The backyard at Jason Chinh’s house isn’t much to speak of—it’s walled in by a hill with a glimpse of the low-slung Armstrong & Dobbs warehouses at the top. But the view isn’t why he moved to the rental cottage on Wilkerson Street, a narrow residential lane connecting Oconee and East Broad streets. Instead, it’s his neighbors and the quick walk to downtown that’s kept him in the neighborhood for the past five years. But with a large mixed-use development proposed at his back door, he’s now worried his tight-knit neighborhood will change.
“It’s nice and it’s quiet,” said Chinh, 30. “It’s very safe… Nothing bad happens. The worst you get is a bunch of drunk kids coming home.”
Chinh’s house, which he rents, is one of about a dozen rental cottages on the short connector street—just about all that’s left of the historic Potterytown neighborhood, which is quickly being walled in between large commercial and residential developments. And, even these small homes have the potential to be developed into offices, restaurants or shops, all allowed under the Commercial-Downtown zoning designation covering the neighborhood.
Now, with Selig Enterprises’ mixed-use development in the works behind his house, as well as Athens Place, a proposed 44-unit student apartment complex across East Broad Street, property owners are wondering: Are we next?
Angus Moeller, who purchased the home Chinh rents more than a decade ago, said commercial zoning was what drew him to the property.
“I thought it would be a good investment,” he said, noting that the only interest in his property he’s received recently was associated with the Blue Heron river district project, a public/private initiative to develop the area that was abandoned when Selig entered the picture.

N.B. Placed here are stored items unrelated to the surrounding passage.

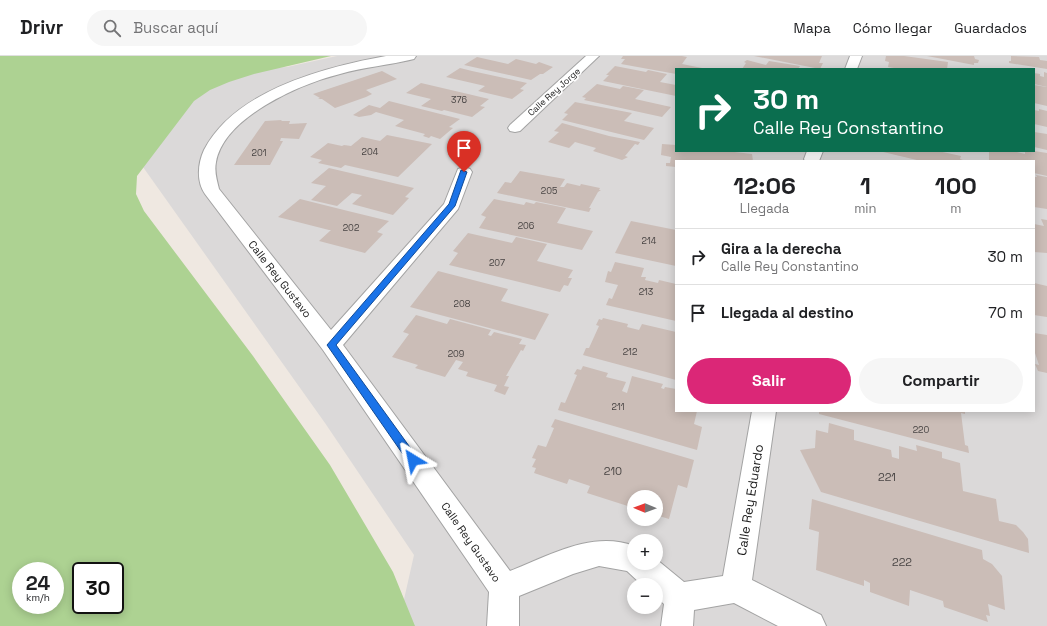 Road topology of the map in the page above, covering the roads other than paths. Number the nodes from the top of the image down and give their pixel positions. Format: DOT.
graph roads {
  1 [pos="410,56"];
  2 [pos="593,56"];
  3 [pos="856,56"];
  4 [pos="851,68"];
  5 [pos="515,128"];
  6 [pos="464,172"];
  7 [pos="331,345"];
  8 [pos="764,412"];
  9 [pos="627,557"];
  10 [pos="644,570"];
  11 [pos="504,588"];
  12 [pos="736,588"];
  13 [pos="678,612"];
  14 [pos="503,626"];
  15 [pos="810,626"];
  1 -- 7 [label="street, Calle Rey Gustavo"];
  2 -- 5 [label="street, Calle Rey Jorge"];
  3 -- 4 [label="street"];
  6 -- 7 [label="street"];
  7 -- 11 [label="street, Calle Rey Gustavo"];
  8 -- 12 [label="street, Calle Rey Eduardo"];
  9 -- 11 [label="street, Calle Rey Gustavo"];
  10 -- 13 [label="street"];
  11 -- 14 [label="street, Calle Rey Gustavo"];
  12 -- 13 [label="street"];
  12 -- 15 [label="street"];
} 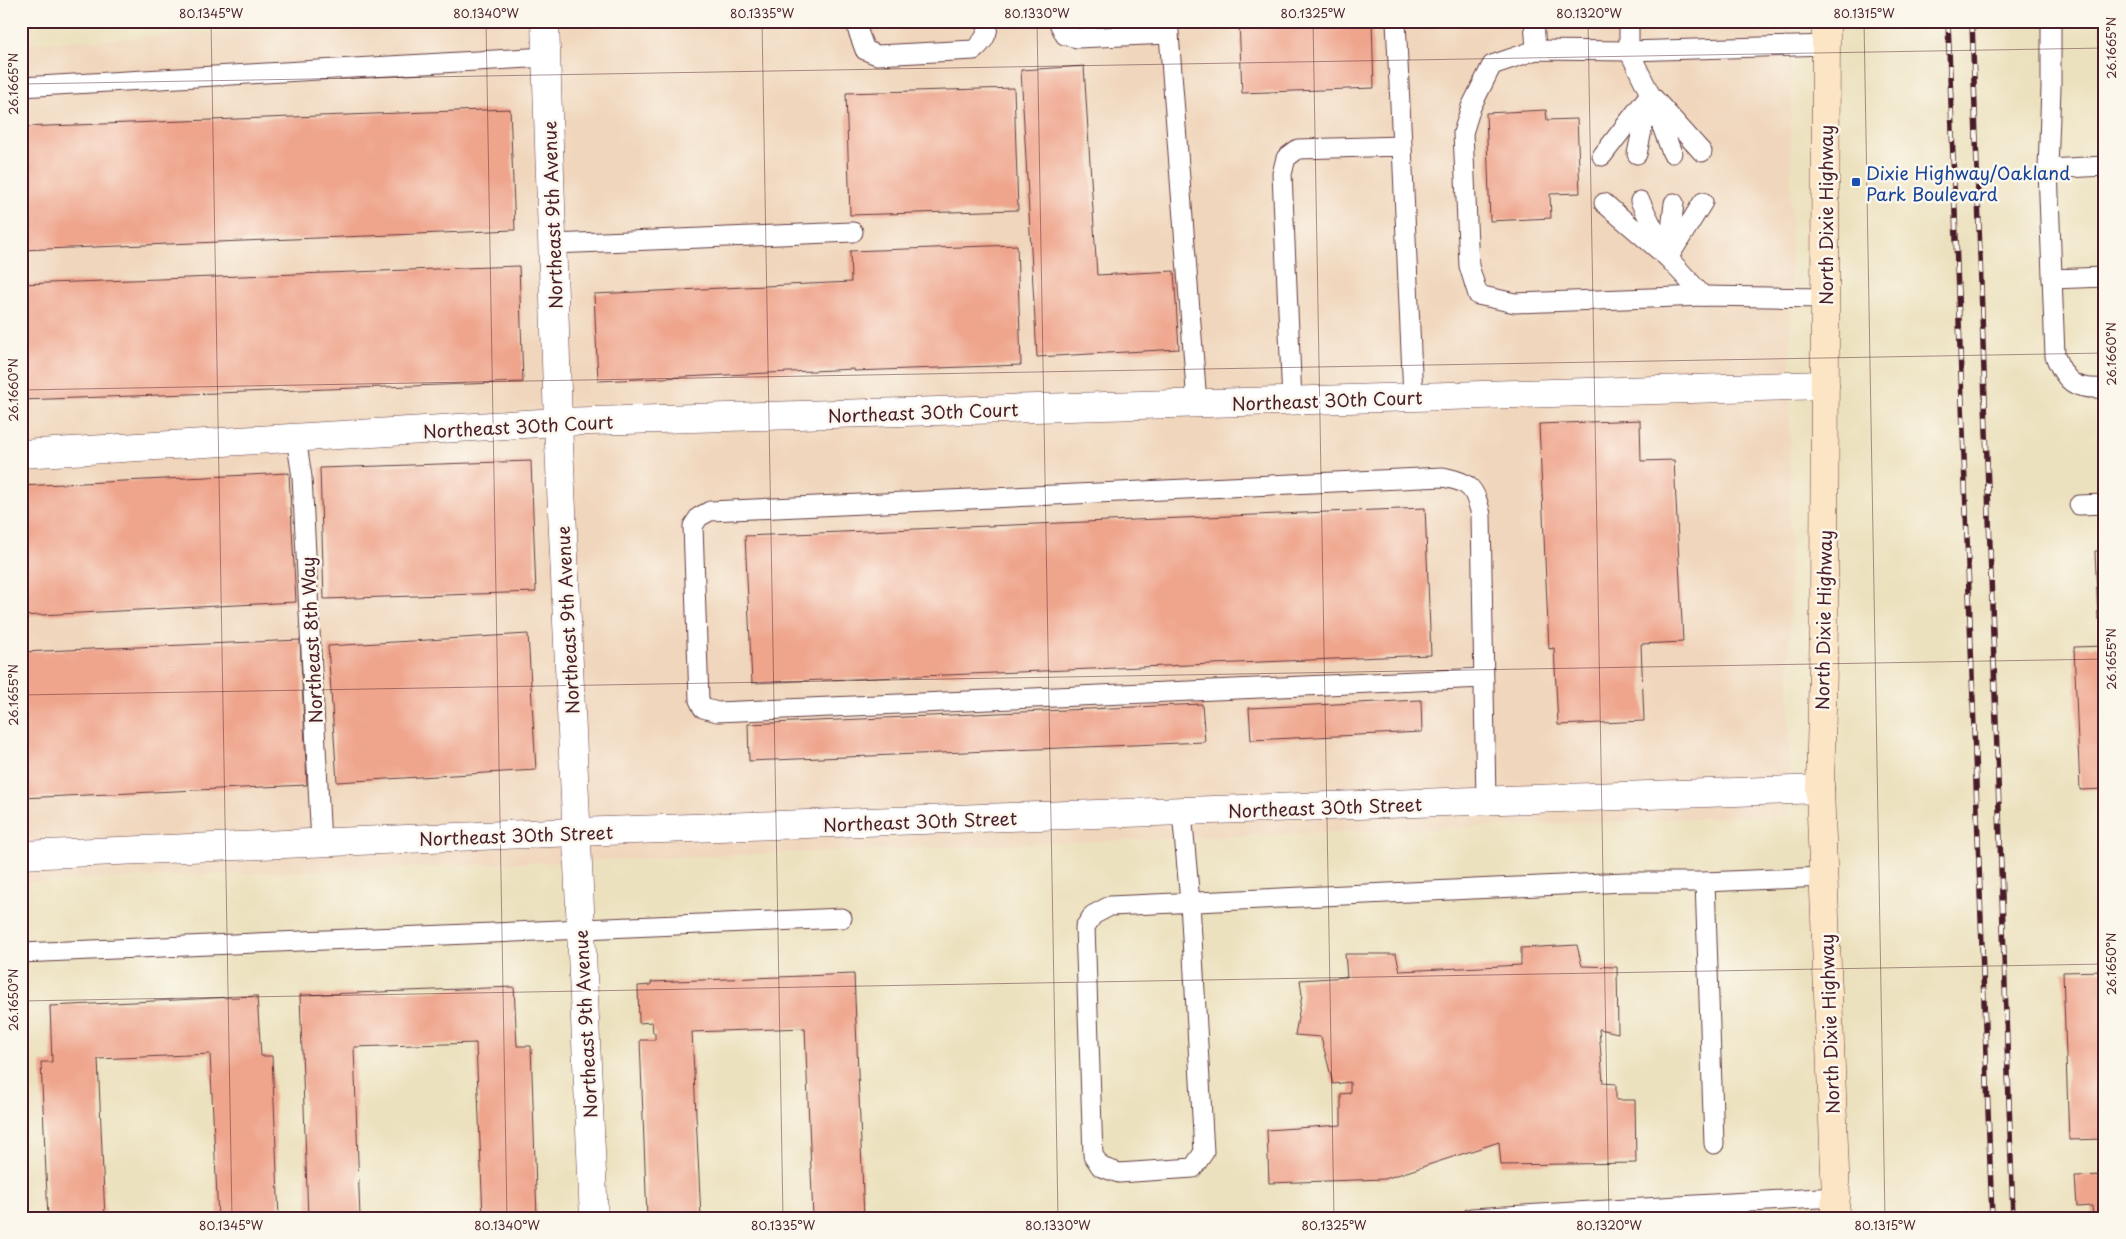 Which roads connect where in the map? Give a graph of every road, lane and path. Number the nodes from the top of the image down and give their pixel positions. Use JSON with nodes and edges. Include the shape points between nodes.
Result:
{"nodes":[{"id":1,"x":545,"y":21,"type":"edge"},
{"id":2,"x":858,"y":21,"type":"edge"},
{"id":3,"x":988,"y":21,"type":"edge"},
{"id":4,"x":1058,"y":21,"type":"edge"},
{"id":5,"x":1396,"y":21,"type":"edge"},
{"id":6,"x":1534,"y":21,"type":"edge"},
{"id":7,"x":1629,"y":21,"type":"edge"},
{"id":8,"x":2051,"y":21,"type":"edge"},
{"id":9,"x":1169,"y":28,"type":"edge"},
{"id":10,"x":1826,"y":33,"type":"edge"},
{"id":11,"x":1536,"y":50,"type":"junction"},
{"id":12,"x":1629,"y":51,"type":"junction"},
{"id":13,"x":547,"y":57,"type":"junction"},
{"id":14,"x":21,"y":87,"type":"edge"},
{"id":15,"x":1650,"y":94,"type":"junction"},
{"id":16,"x":1402,"y":146,"type":"junction"},
{"id":17,"x":1702,"y":152,"type":"dead end"},
{"id":18,"x":1672,"y":153,"type":"dead end"},
{"id":19,"x":1636,"y":154,"type":"dead end"},
{"id":20,"x":1602,"y":156,"type":"dead end"},
{"id":21,"x":2105,"y":166,"type":"edge"},
{"id":22,"x":2048,"y":169,"type":"junction"},
{"id":23,"x":1640,"y":201,"type":"dead end"},
{"id":24,"x":1703,"y":202,"type":"dead end"},
{"id":25,"x":1604,"y":203,"type":"dead end"},
{"id":26,"x":1674,"y":203,"type":"dead end"},
{"id":27,"x":853,"y":232,"type":"dead end"},
{"id":28,"x":553,"y":244,"type":"junction"},
{"id":29,"x":1668,"y":258,"type":"junction"},
{"id":30,"x":2105,"y":277,"type":"edge"},
{"id":31,"x":2052,"y":279,"type":"junction"},
{"id":32,"x":1704,"y":296,"type":"junction"},
{"id":33,"x":1825,"y":298,"type":"junction"},
{"id":34,"x":1825,"y":385,"type":"junction"},
{"id":35,"x":2105,"y":388,"type":"edge"},
{"id":36,"x":1413,"y":397,"type":"junction"},
{"id":37,"x":1292,"y":401,"type":"junction"},
{"id":38,"x":1197,"y":404,"type":"junction"},
{"id":39,"x":558,"y":422,"type":"junction"},
{"id":40,"x":296,"y":438,"type":"junction"},
{"id":41,"x":21,"y":454,"type":"edge"},
{"id":42,"x":2105,"y":504,"type":"edge"},
{"id":43,"x":2079,"y":505,"type":"dead end"},
{"id":44,"x":1484,"y":678,"type":"junction"},
{"id":45,"x":1820,"y":789,"type":"junction"},
{"id":46,"x":1486,"y":802,"type":"junction"},
{"id":47,"x":1182,"y":812,"type":"junction"},
{"id":48,"x":576,"y":832,"type":"junction"},
{"id":49,"x":322,"y":843,"type":"junction"},
{"id":50,"x":21,"y":855,"type":"edge"},
{"id":51,"x":1823,"y":878,"type":"junction"},
{"id":52,"x":1706,"y":882,"type":"junction"},
{"id":53,"x":1190,"y":902,"type":"junction"},
{"id":54,"x":842,"y":918,"type":"dead end"},
{"id":55,"x":581,"y":929,"type":"junction"},
{"id":56,"x":21,"y":953,"type":"edge"},
{"id":57,"x":1714,"y":1144,"type":"dead end"},
{"id":58,"x":1835,"y":1208,"type":"edge"},
{"id":59,"x":594,"y":1218,"type":"edge"},
{"id":60,"x":1472,"y":1218,"type":"edge"}],
"edges":[{"from":1,"to":13,"type":"street","name":"Northeast 9th Avenue"},
{"from":2,"to":3,"type":"lane","via":[[865,50],[877,55],[974,50],[983,42]]},
{"from":4,"to":9,"type":"lane","via":[[1065,35],[1077,38]]},
{"from":5,"to":16,"type":"lane"},
{"from":6,"to":11,"type":"lane"},
{"from":7,"to":12,"type":"lane"},
{"from":8,"to":22,"type":"lane"},
{"from":9,"to":38,"type":"lane"},
{"from":10,"to":12,"type":"lane"},
{"from":10,"to":33,"type":"main road","name":"North Dixie Highway"},
{"from":11,"to":12,"type":"lane"},
{"from":11,"to":32,"type":"lane","via":[[1492,66],[1471,107],[1463,133],[1469,266],[1478,295],[1515,303]]},
{"from":12,"to":15,"type":"lane"},
{"from":13,"to":14,"type":"lane"},
{"from":13,"to":28,"type":"street","name":"Northeast 9th Avenue"},
{"from":15,"to":17,"type":"lane"},
{"from":15,"to":18,"type":"lane"},
{"from":15,"to":19,"type":"lane"},
{"from":15,"to":20,"type":"lane"},
{"from":16,"to":36,"type":"lane"},
{"from":16,"to":37,"type":"lane","via":[[1298,150],[1286,158],[1282,174]]},
{"from":21,"to":22,"type":"lane"},
{"from":22,"to":31,"type":"lane"},
{"from":23,"to":29,"type":"lane"},
{"from":24,"to":29,"type":"lane"},
{"from":25,"to":29,"type":"lane"},
{"from":26,"to":29,"type":"lane"},
{"from":27,"to":28,"type":"lane"},
{"from":28,"to":39,"type":"street","name":"Northeast 9th Avenue"},
{"from":29,"to":32,"type":"lane"},
{"from":30,"to":31,"type":"lane"},
{"from":31,"to":35,"type":"lane","via":[[2054,356],[2061,373],[2074,385]]},
{"from":32,"to":33,"type":"lane"},
{"from":33,"to":34,"type":"main road","name":"North Dixie Highway"},
{"from":34,"to":36,"type":"street","name":"Northeast 30th Court"},
{"from":34,"to":45,"type":"main road","name":"North Dixie Highway"},
{"from":36,"to":37,"type":"street","name":"Northeast 30th Court"},
{"from":37,"to":38,"type":"street","name":"Northeast 30th Court"},
{"from":38,"to":39,"type":"street","name":"Northeast 30th Court"},
{"from":39,"to":40,"type":"street","name":"Northeast 30th Court"},
{"from":39,"to":48,"type":"street","name":"Northeast 9th Avenue"},
{"from":40,"to":41,"type":"street","name":"Northeast 30th Court"},
{"from":40,"to":49,"type":"lane","name":"Northeast 8th Way","via":[[302,476]]},
{"from":42,"to":43,"type":"lane"},
{"from":44,"to":44,"type":"lane","via":[[717,712],[703,708],[699,700],[693,526],[699,517],[710,511],[1443,477],[1460,480],[1477,496],[1481,515]]},
{"from":44,"to":46,"type":"lane"},
{"from":45,"to":46,"type":"street","name":"Northeast 30th Street"},
{"from":45,"to":51,"type":"main road","name":"North Dixie Highway"},
{"from":46,"to":47,"type":"street","name":"Northeast 30th Street"},
{"from":47,"to":48,"type":"street","name":"Northeast 30th Street"},
{"from":47,"to":53,"type":"lane"},
{"from":48,"to":49,"type":"street","name":"Northeast 30th Street"},
{"from":48,"to":55,"type":"street","name":"Northeast 9th Avenue"},
{"from":49,"to":50,"type":"street","name":"Northeast 30th Street"},
{"from":51,"to":52,"type":"lane"},
{"from":51,"to":58,"type":"main road","name":"North Dixie Highway"},
{"from":52,"to":53,"type":"lane","via":[[1625,882]]},
{"from":52,"to":57,"type":"lane"},
{"from":53,"to":53,"type":"lane","via":[[1110,906],[1093,915],[1085,927],[1093,1155],[1102,1167],[1119,1173],[1193,1168],[1204,1152]]},
{"from":54,"to":55,"type":"lane"},
{"from":55,"to":56,"type":"lane"},
{"from":55,"to":59,"type":"street","name":"Northeast 9th Avenue"},
{"from":58,"to":60,"type":"lane"}]}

Now, he says, he’s not sure how a mixed-use development behind his property might affect property values or his ability to attract good tenants.
“That’s a good question—I think potentially, in the beginning, it will affect rent,” he said, adding that he’s curious to see how the Selig development will pan out. “With my house, I’m going to be open to see what’s going on there.”
But across the street, it’s a different story.
There, where properties line the North Oconee River, the cottages and a small self-storage business are all on a FEMA-designated floodplain. Add to that a 100-foot river buffer set by Athens-Clarke County, and you have a lot of limits on how those properties can be developed.
“Over the years, we’ve had two or three different developers come down and look at it and draw up plans and show us what they had in mind,” said Mary Mingledorff, whose late husband purchased the properties decades ago. “Then FEMA came along and did their 100-year flood plan, and they decided that whole side of the street was underwater.” The FEMA map and the 100-foot river buffer designated by the county more than a decade ago drastically changed what could be done with the properties along the river.
The bottom line: no commercial development, no parking lots, and if the houses are torn down, they must be rebuilt on their original footprints.
“The downtown [zoning] allows the highest buildings in the county—100 feet tall, 100 percent lot coverage—but the environmental area restricts the properties between Wilkerson Street and the river,” said Rick Cowick, a senior ACC planner. “Commercial would not be allowed in the river buffer. In the floodplain, we can’t issue new buildings… except for additions to current buildings.”
“Years and years ago, we had an attorney who had an office downtown, at the end of Broad Street,” Mingledorff said. “One day, he said, ‘Look out this window. That’s your stuff down there. Do you realize that’s in-town property? They’re not making any more of that anymore. You’re sitting on a goldmine.’
“Well, until FEMA came along.”
One of the things about the Armstrong & Dobbs development that worries Chinh is traffic on the narrow street. Parked cars often line one side, giving it the appearance of a one-way street, and drivers using Wilkerson as a cut-through often race past them.
Proposed plans for Selig’s mixed-use development call for an entrance/exit to a parking garage on Wilkerson Street, said company Vice President Jo Ann Chitty. David Clark, director of ACC’s Transportation and Public Works Department, said there are no restrictions to a parking garage on a residential street, as long as the street is 20 feet wide—and that’s the minimum required of all new streets.
But because Wilkerson Street has been around for decades, it’s not consistently 20 feet wide, he said. “It’s about 20 feet—it’s not consistent all the way,” he said. “There’s places where it’s wider than 20 feet and places where it’s narrower.” But that 20-foot requirement would be enforced specifically along the section of street fronting any new development, he added.
All this adds up to one conclusion for Chinh: as commercial development approaches, he’ll probably have to move.
“I hang out here. In the summer, it’s my birthday, and we have a barbecue, and it’s a community,” he said. “Being forced to move out of your place, and it’s not your landlord doing it, doesn’t make you feel good.”